WHAT TO PRODUCE ▸
Exactly as they stand, give the records below again, with no images.

AVAILABLE RECORDS ▸
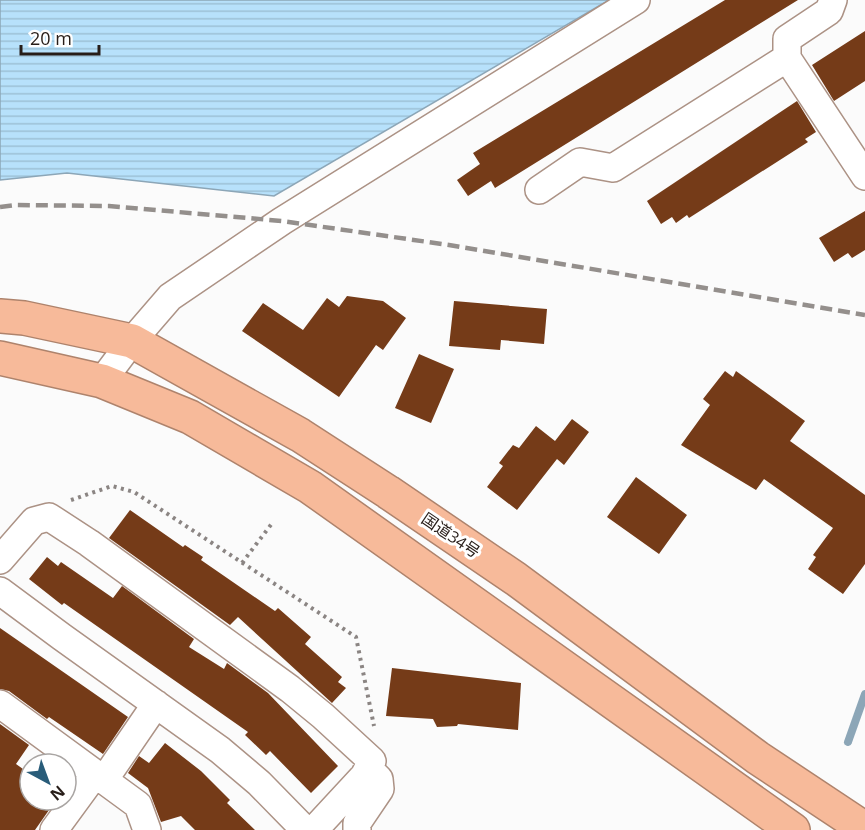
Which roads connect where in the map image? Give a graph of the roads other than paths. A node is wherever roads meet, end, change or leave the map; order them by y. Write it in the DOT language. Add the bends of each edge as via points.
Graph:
graph roads {
  1 [pos="636,0"];
  2 [pos="833,0"];
  3 [pos="787,58"];
  4 [pos="865,176"];
  5 [pos="539,190"];
  6 [pos="0,316"];
  7 [pos="132,341"];
  8 [pos="0,358"];
  9 [pos="102,381"];
  10 [pos="0,560"];
  11 [pos="0,591"];
  12 [pos="0,704"];
  13 [pos="156,704"];
  14 [pos="370,765"];
  15 [pos="100,777"];
  16 [pos="865,829"];
  17 [pos="54,830"];
  18 [pos="147,830"];
  19 [pos="305,830"];
  20 [pos="314,830"];
  21 [pos="357,830"];
  22 [pos="793,830"];
  1 -- 7 [label="street" via="282,221 170,297"];
  2 -- 3 [label="street" via="829,11 787,39"];
  3 -- 4 [label="street"];
  3 -- 5 [label="street" via="613,168 580,162"];
  6 -- 7 [label="highway, 国道34号"];
  7 -- 9 [label="street"];
  7 -- 16 [label="highway, 国道34号" via="300,435 388,492 516,579 758,758"];
  8 -- 9 [label="highway"];
  9 -- 22 [label="highway" via="190,417 310,487"];
  10 -- 14 [label="street" via="33,521 49,517 290,689 324,716"];
  11 -- 13 [label="street"];
  12 -- 15 [label="street"];
  13 -- 15 [label="street"];
  13 -- 19 [label="street" via="220,750"];
  14 -- 20 [label="street"];
  14 -- 21 [label="street" via="380,779 380,789 357,823"];
  15 -- 17 [label="street"];
  15 -- 18 [label="street" via="138,805"];
}
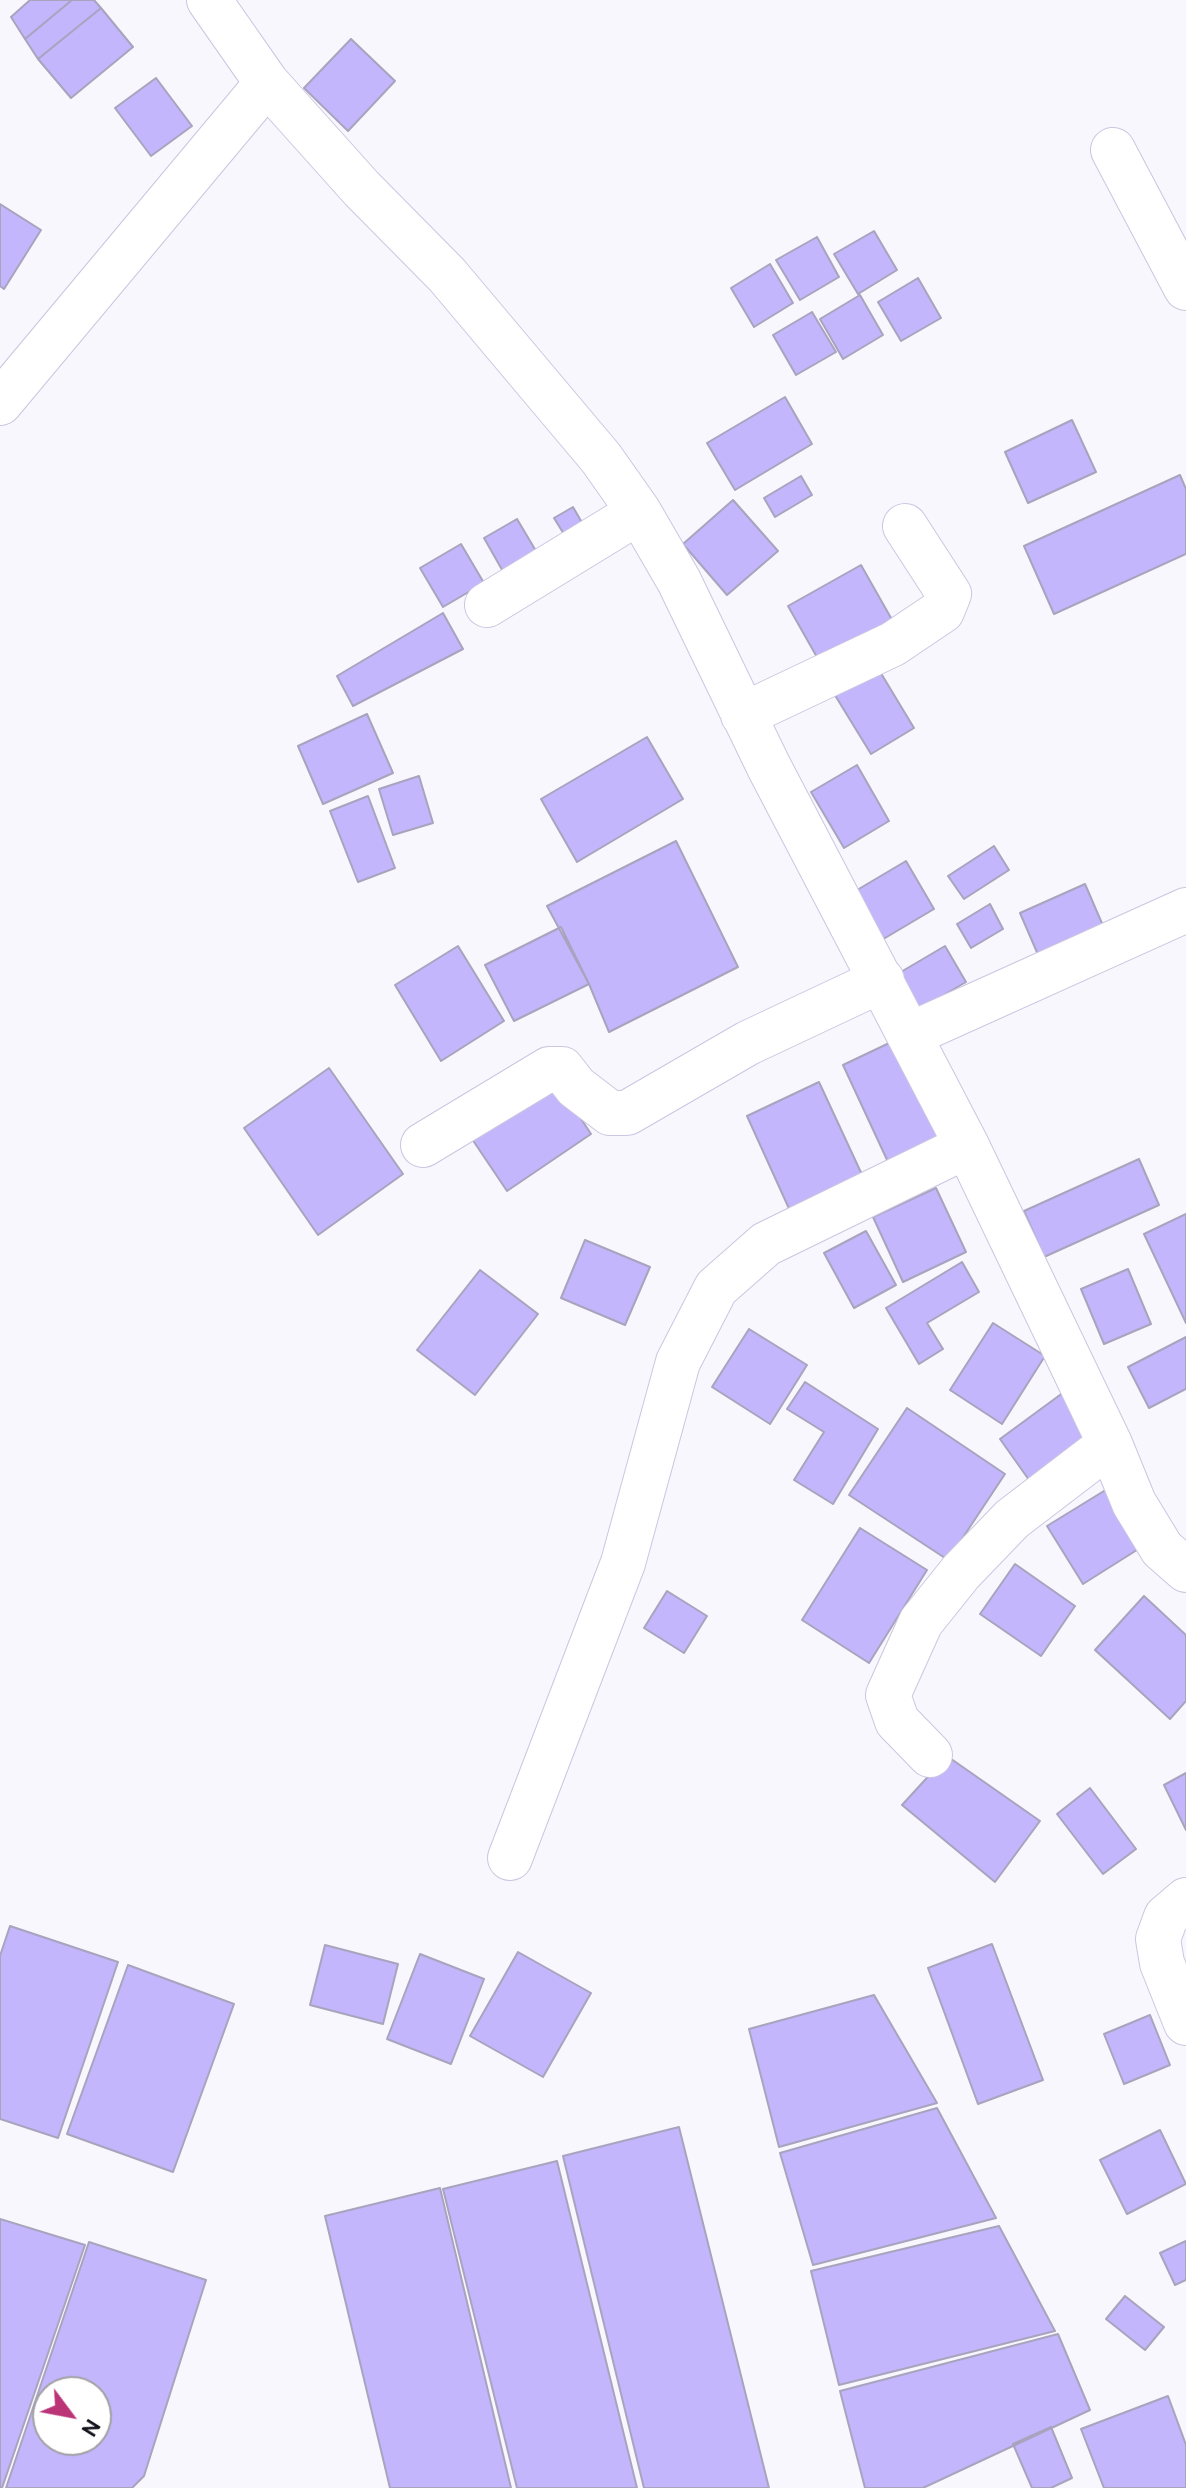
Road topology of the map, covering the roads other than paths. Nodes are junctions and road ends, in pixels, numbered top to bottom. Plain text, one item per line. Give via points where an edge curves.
1 (209, 0) edge
2 (267, 83) junction
3 (1113, 150) dead end
4 (1186, 288) edge
5 (0, 403) edge
6 (639, 512) junction
7 (905, 526) dead end
8 (487, 605) dead end
9 (743, 715) junction
10 (1186, 910) edge
11 (882, 980) junction
12 (909, 1035) junction
13 (423, 1145) dead end
14 (967, 1146) junction
15 (1110, 1444) junction
16 (1186, 1570) edge
17 (930, 1755) dead end
18 (510, 1858) dead end
19 (1186, 1900) edge
20 (1186, 2023) edge

1 - 2 street
2 - 5 street
2 - 6 street via 447,275 601,458
3 - 4 street
6 - 8 street
6 - 9 street via 679,581
7 - 9 street via 949,594 942,611 893,644
9 - 11 street
10 - 12 street
11 - 12 street
11 - 13 street via 748,1043 627,1113 610,1113 562,1069 549,1069
12 - 14 street
14 - 15 street
14 - 18 street via 766,1244 716,1288 678,1362 623,1563
15 - 16 street via 1134,1503 1162,1549
15 - 17 street via 1012,1519 921,1622 888,1695 897,1721
19 - 20 street via 1166,1917 1158,1939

TASK OUTPUT ▸
Which roads connect where in the map image? Give a graph of the roads other than paths. A node is wherever roads meet, end, change or leave the map; order them by y. Write it in the DOT language. Add the bends of each edge as via points.
Graph:
graph roads {
  1 [pos="636,0"];
  2 [pos="833,0"];
  3 [pos="787,58"];
  4 [pos="865,176"];
  5 [pos="539,190"];
  6 [pos="0,316"];
  7 [pos="132,341"];
  8 [pos="0,358"];
  9 [pos="102,381"];
  10 [pos="0,560"];
  11 [pos="0,591"];
  12 [pos="0,704"];
  13 [pos="156,704"];
  14 [pos="370,765"];
  15 [pos="100,777"];
  16 [pos="865,829"];
  17 [pos="54,830"];
  18 [pos="147,830"];
  19 [pos="305,830"];
  20 [pos="314,830"];
  21 [pos="357,830"];
  22 [pos="793,830"];
  1 -- 7 [label="street" via="282,221 170,297"];
  2 -- 3 [label="street" via="829,11 787,39"];
  3 -- 4 [label="street"];
  3 -- 5 [label="street" via="613,168 580,162"];
  6 -- 7 [label="highway, 国道34号"];
  7 -- 9 [label="street"];
  7 -- 16 [label="highway, 国道34号" via="300,435 388,492 516,579 758,758"];
  8 -- 9 [label="highway"];
  9 -- 22 [label="highway" via="190,417 310,487"];
  10 -- 14 [label="street" via="33,521 49,517 290,689 324,716"];
  11 -- 13 [label="street"];
  12 -- 15 [label="street"];
  13 -- 15 [label="street"];
  13 -- 19 [label="street" via="220,750"];
  14 -- 20 [label="street"];
  14 -- 21 [label="street" via="380,779 380,789 357,823"];
  15 -- 17 [label="street"];
  15 -- 18 [label="street" via="138,805"];
}
Road topology of the map, covering the roads other than paths. Nodes are junctions and road ends, in pixels, numbered top to bottom. Plain text, one item per line. Give via points where an edge curves.
1 (209, 0) edge
2 (267, 83) junction
3 (1113, 150) dead end
4 (1186, 288) edge
5 (0, 403) edge
6 (639, 512) junction
7 (905, 526) dead end
8 (487, 605) dead end
9 (743, 715) junction
10 (1186, 910) edge
11 (882, 980) junction
12 (909, 1035) junction
13 (423, 1145) dead end
14 (967, 1146) junction
15 (1110, 1444) junction
16 (1186, 1570) edge
17 (930, 1755) dead end
18 (510, 1858) dead end
19 (1186, 1900) edge
20 (1186, 2023) edge

1 - 2 street
2 - 5 street
2 - 6 street via 447,275 601,458
3 - 4 street
6 - 8 street
6 - 9 street via 679,581
7 - 9 street via 949,594 942,611 893,644
9 - 11 street
10 - 12 street
11 - 12 street
11 - 13 street via 748,1043 627,1113 610,1113 562,1069 549,1069
12 - 14 street
14 - 15 street
14 - 18 street via 766,1244 716,1288 678,1362 623,1563
15 - 16 street via 1134,1503 1162,1549
15 - 17 street via 1012,1519 921,1622 888,1695 897,1721
19 - 20 street via 1166,1917 1158,1939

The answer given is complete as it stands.